Bagai digerakkan kekuatan misitis, ia melompat-lompat. Terkadang menunggangi
gendang sambil memukul. Seperti kesurupan. Meski atraktif begitu, pukulannya
tak pernah sumbang. Berbeda dengan Onang-onang.
Di Sopo Godang para petinggi kampung telah hadir. Juga Kepala Kuria.
Aku ada diantara mereka. Duduk di atas tikar pandan berlapis dua , kedua
ujungnya disatukan dengan menjahitkan kain warna merah pada keempat sisinya.

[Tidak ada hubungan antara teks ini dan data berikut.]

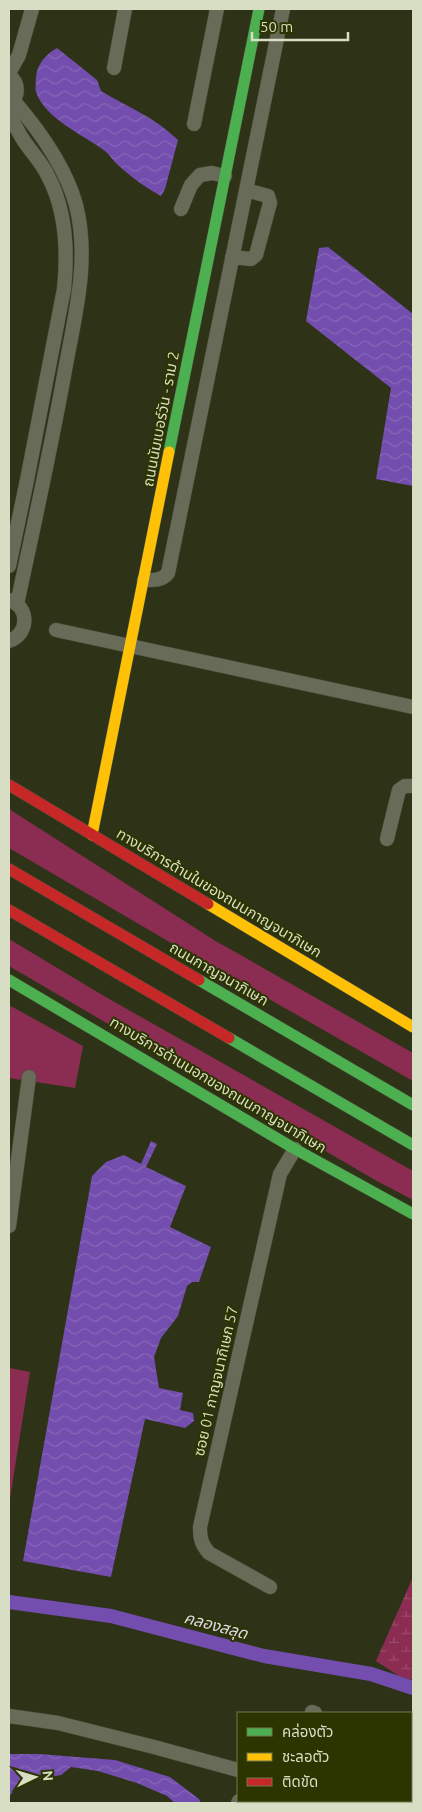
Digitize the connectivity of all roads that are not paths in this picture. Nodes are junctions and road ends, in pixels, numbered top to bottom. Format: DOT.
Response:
graph roads {
  1 [pos="32,9"];
  2 [pos="125,9"];
  3 [pos="217,9"];
  4 [pos="259,10"];
  5 [pos="282,12"];
  6 [pos="114,68"];
  7 [pos="9,74"];
  8 [pos="10,107"];
  9 [pos="194,124"];
  10 [pos="225,176"];
  11 [pos="246,190"];
  12 [pos="181,209"];
  13 [pos="230,263"];
  14 [pos="208,264"];
  15 [pos="176,417"];
  16 [pos="199,421"];
  17 [pos="9,566"];
  18 [pos="144,580"];
  19 [pos="13,602"];
  20 [pos="56,630"];
  21 [pos="9,643"];
  22 [pos="130,645"];
  23 [pos="413,707"];
  24 [pos="9,785"];
  25 [pos="413,786"];
  26 [pos="92,835"];
  27 [pos="387,839"];
  28 [pos="9,869"];
  29 [pos="9,910"];
  30 [pos="9,980"];
  31 [pos="413,1027"];
  32 [pos="29,1077"];
  33 [pos="413,1105"];
  34 [pos="413,1145"];
  35 [pos="295,1149"];
  36 [pos="13,1164"];
  37 [pos="413,1214"];
  38 [pos="9,1226"];
  39 [pos="270,1587"];
  40 [pos="9,1716"];
  41 [pos="237,1770"];
  1 -- 7 [label="street"];
  2 -- 6 [label="street"];
  3 -- 9 [label="street"];
  4 -- 5 [label="street"];
  4 -- 10 [label="main road, ถนนนัมเบอร์วัน - ราม 2"];
  5 -- 11 [label="street"];
  7 -- 8 [label="street"];
  8 -- 17 [label="street"];
  8 -- 19 [label="street"];
  10 -- 12 [label="street"];
  10 -- 14 [label="main road, ถนนนัมเบอร์วัน - ราม 2"];
  11 -- 13 [label="street"];
  11 -- 13 [label="street"];
  13 -- 14 [label="street"];
  13 -- 16 [label="street"];
  14 -- 15 [label="main road, ถนนนัมเบอร์วัน - ราม 2"];
  15 -- 16 [label="street"];
  15 -- 18 [label="main road, ถนนนัมเบอร์วัน - ราม 2"];
  16 -- 18 [label="street"];
  18 -- 22 [label="main road, ถนนนัมเบอร์วัน - ราม 2"];
  19 -- 21 [label="street"];
  20 -- 22 [label="street"];
  22 -- 23 [label="street"];
  22 -- 26 [label="main road, ถนนนัมเบอร์วัน - ราม 2"];
  24 -- 26 [label="main road, ทางบริการด้านในของถนนกาญจนาภิเษก"];
  25 -- 27 [label="street"];
  26 -- 31 [label="main road, ทางบริการด้านในของถนนกาญจนาภิเษก"];
  28 -- 33 [label="main road, ถนนกาญจนาภิเษก"];
  29 -- 34 [label="main road"];
  30 -- 35 [label="main road, ทางบริการด้านนอกของถนนกาญจนาภิเษก"];
  32 -- 36 [label="street"];
  35 -- 37 [label="main road, ทางบริการด้านนอกของถนนกาญจนาภิเษก"];
  35 -- 39 [label="street, ซอย 01 กาญจนากิเษก 57"];
  36 -- 38 [label="street"];
  40 -- 41 [label="street"];
}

Dalam bahasa adat , ini disebut amak lampisan.
“Ambilkan
Pangupa!”
perintah bayo datu. Seseorang datang menating nyiru. Kepala kerbau
diletakkan di atasnya, beralas daun pisang. Di sampingnya, seseorang lagi
menating piring besar bernama pinggan pasu, berisi bahan pangupa
lainnya: nasi putih, tiga buah telur ayam, garam, ikan garing, udang, dan daun
ubi. Juga ditutup dengan daun pisang. Paling atas ditutup dengan kain adat Tonunan
Patani. ”Turupa-upa...turupa-upa...turupa-upa...” ratap bayo datu memulai acara mangupa. Seseorang memutar-mutarkan nyiru di atas
kepalaku. Begitu panjang kalimat pangupa
tersebut. Juga dibacakan beberapa mantra. Kakiku kesemutan. Tentu saja kutahan.
Menurut adat, seseorang yang berpergian jauh harus diupa-upa untuk memberi kekuatan dan keberanian.
Setelah itu aku disuapi dengan makanan yang berada di Pinggan
Pasu. Dicicipi satu persatu. Bayo datu menjelaskan maksud dari
setiap jenis makanan. Prosesi berlangsung alot. Juga sakral.
Medan, 007
1. Bagas
Godang, rumah adat suku batak mandailing
2.
Alaman Bolak, alun-alun
3.
Gordang Sambilan, alat musik bersjumlah sembilan gendang dengan ukuran
yang berbeda
4.
Onang-onang, lagu bernada lirih tentang romantisme hidup dan kemiskinan
5. Sopo
Godang, gedung yang berada di depan Bagas Godang
6.
Pangupa, semacam upacara keselamatan-doa selamat
7.
Bayo datu, orang yang bertugas meminpin acara ”mangupa”
8.
Turupa-upa..., kalimat pembuka dalam acara ”mangupa” 9.